*PROBLEM TO WORK ON*: Nothing but the lines from the line with "Which roads connect" through the end of the data is to be copied, and each is to be copied exactly.

*TASK INPUTS*:
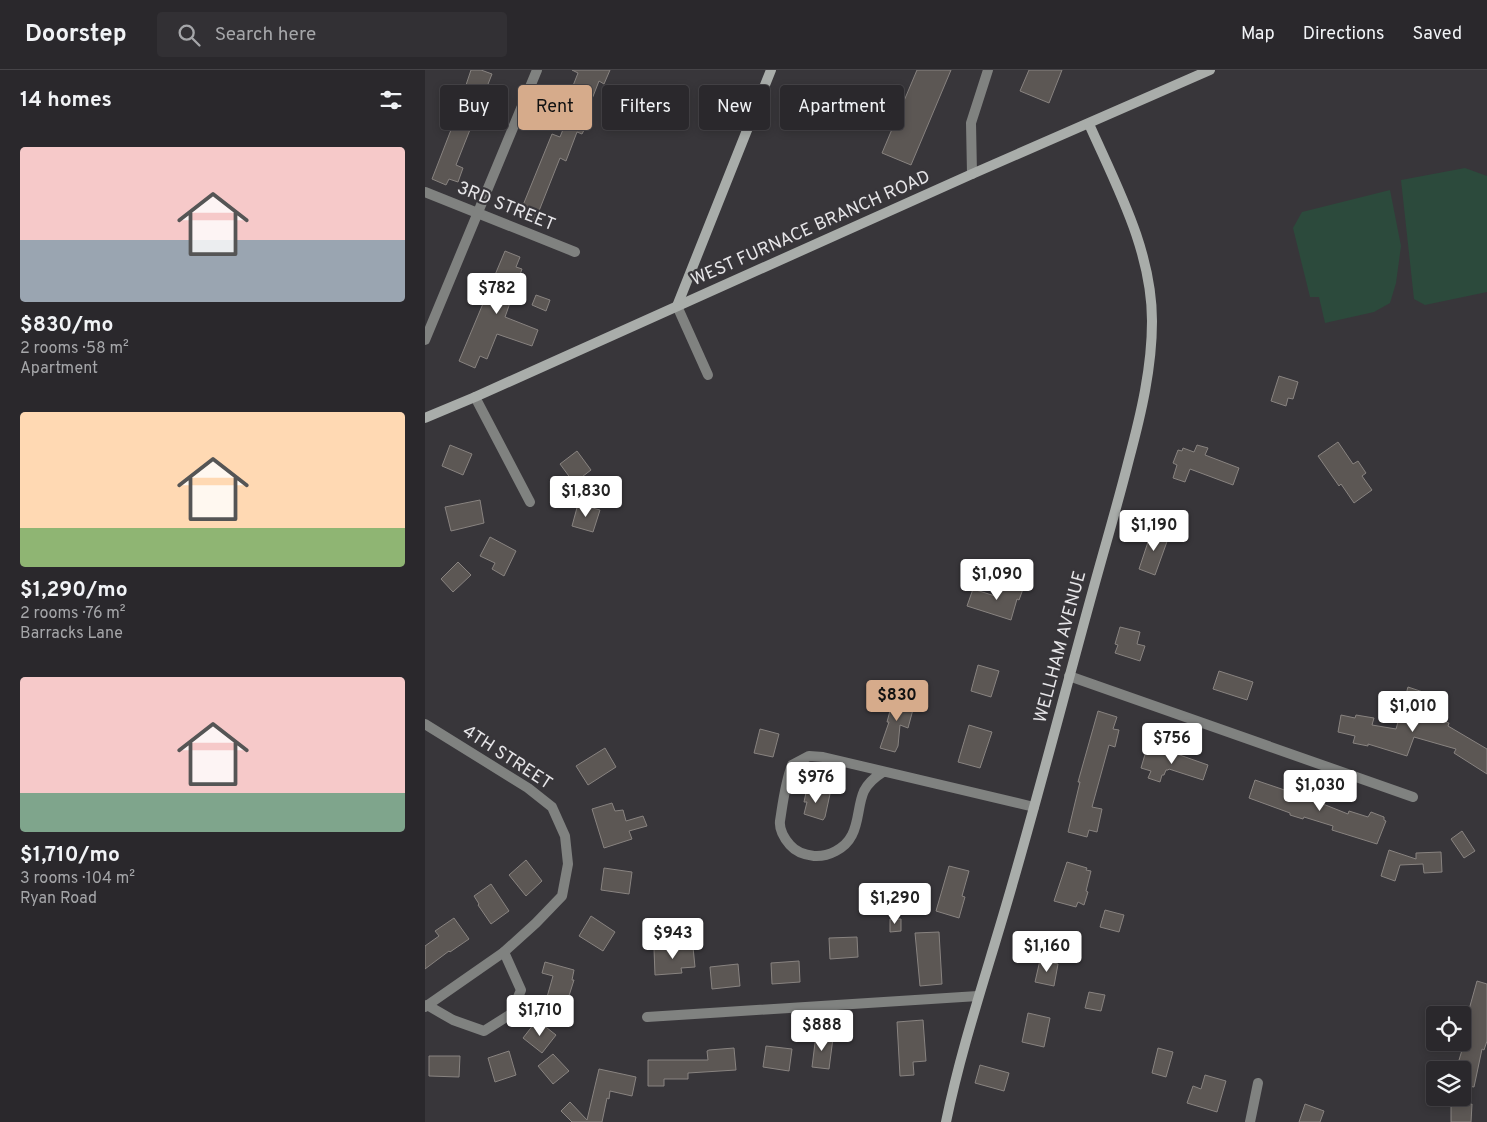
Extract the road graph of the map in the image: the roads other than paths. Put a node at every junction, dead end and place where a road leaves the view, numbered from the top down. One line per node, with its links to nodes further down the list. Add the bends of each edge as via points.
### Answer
1 (537, 70): 8 (street)
2 (771, 70): 10 (street)
3 (988, 70): 6 (street, via 971,123)
4 (1210, 70): 5 (street, WEST FURNACE BRANCH ROAD)
5 (1089, 124): 6 (street, WEST FURNACE BRANCH ROAD); 16 (street, WELLHAM AVENUE, via 1143,253 1152,320 1143,406)
6 (972, 174): 10 (street, WEST FURNACE BRANCH ROAD)
7 (425, 192): 8 (street, 3RD STREET)
8 (477, 213): 9 (street, 3RD STREET); 11 (street)
9 (575, 252)
10 (677, 306): 12 (street); 13 (street, WEST FURNACE BRANCH ROAD)
11 (425, 340)
12 (708, 376)
13 (475, 397): 14 (street, WEST FURNACE BRANCH ROAD); 15 (street)
14 (425, 418)
15 (530, 502)
16 (1069, 676): 19 (street); 20 (street, WELLHAM AVENUE)
17 (425, 724): 21 (street, 4TH STREET, via 546,802 552,807 565,836 568,864 563,896)
18 (883, 772): 18 (street, via 823,757 809,756 800,760 792,765 787,779 779,826 782,835 791,846 805,854 832,854 852,835 863,792); 20 (street)
19 (1413, 797)
20 (1034, 807): 22 (street, WELLHAM AVENUE)
21 (504, 952): 23 (street, 4TH STREET); 23 (street, via 521,990 511,1014 484,1031)
22 (979, 996): 24 (street); 26 (street, WELLHAM AVENUE)
23 (426, 1006)
24 (647, 1017)
25 (1258, 1083): 27 (street)
26 (946, 1122)
27 (1250, 1122)

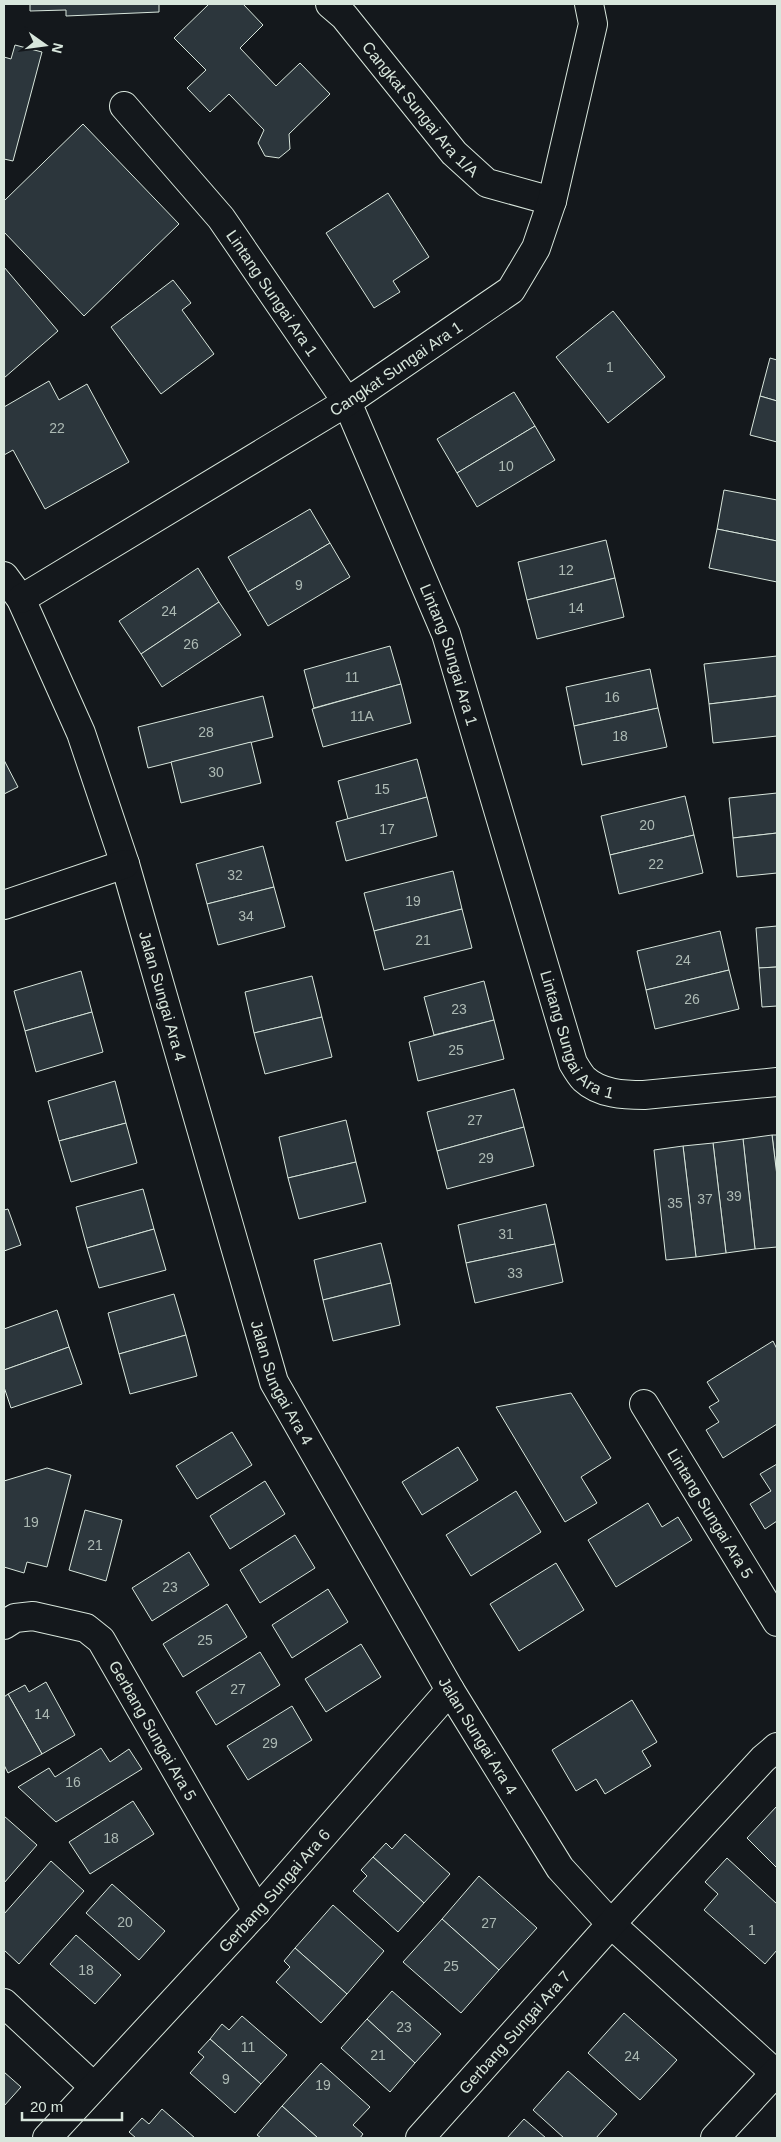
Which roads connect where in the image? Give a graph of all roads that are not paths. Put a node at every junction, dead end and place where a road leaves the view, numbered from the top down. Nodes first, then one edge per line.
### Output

*EXERCISE RESULT*:
Which roads connect where in the image? Give a graph of all roads that are not paths. Put a node at every junction, dead end and place where a road leaves the view, numbered from the top down. Nodes first, then one edge per line.
### Output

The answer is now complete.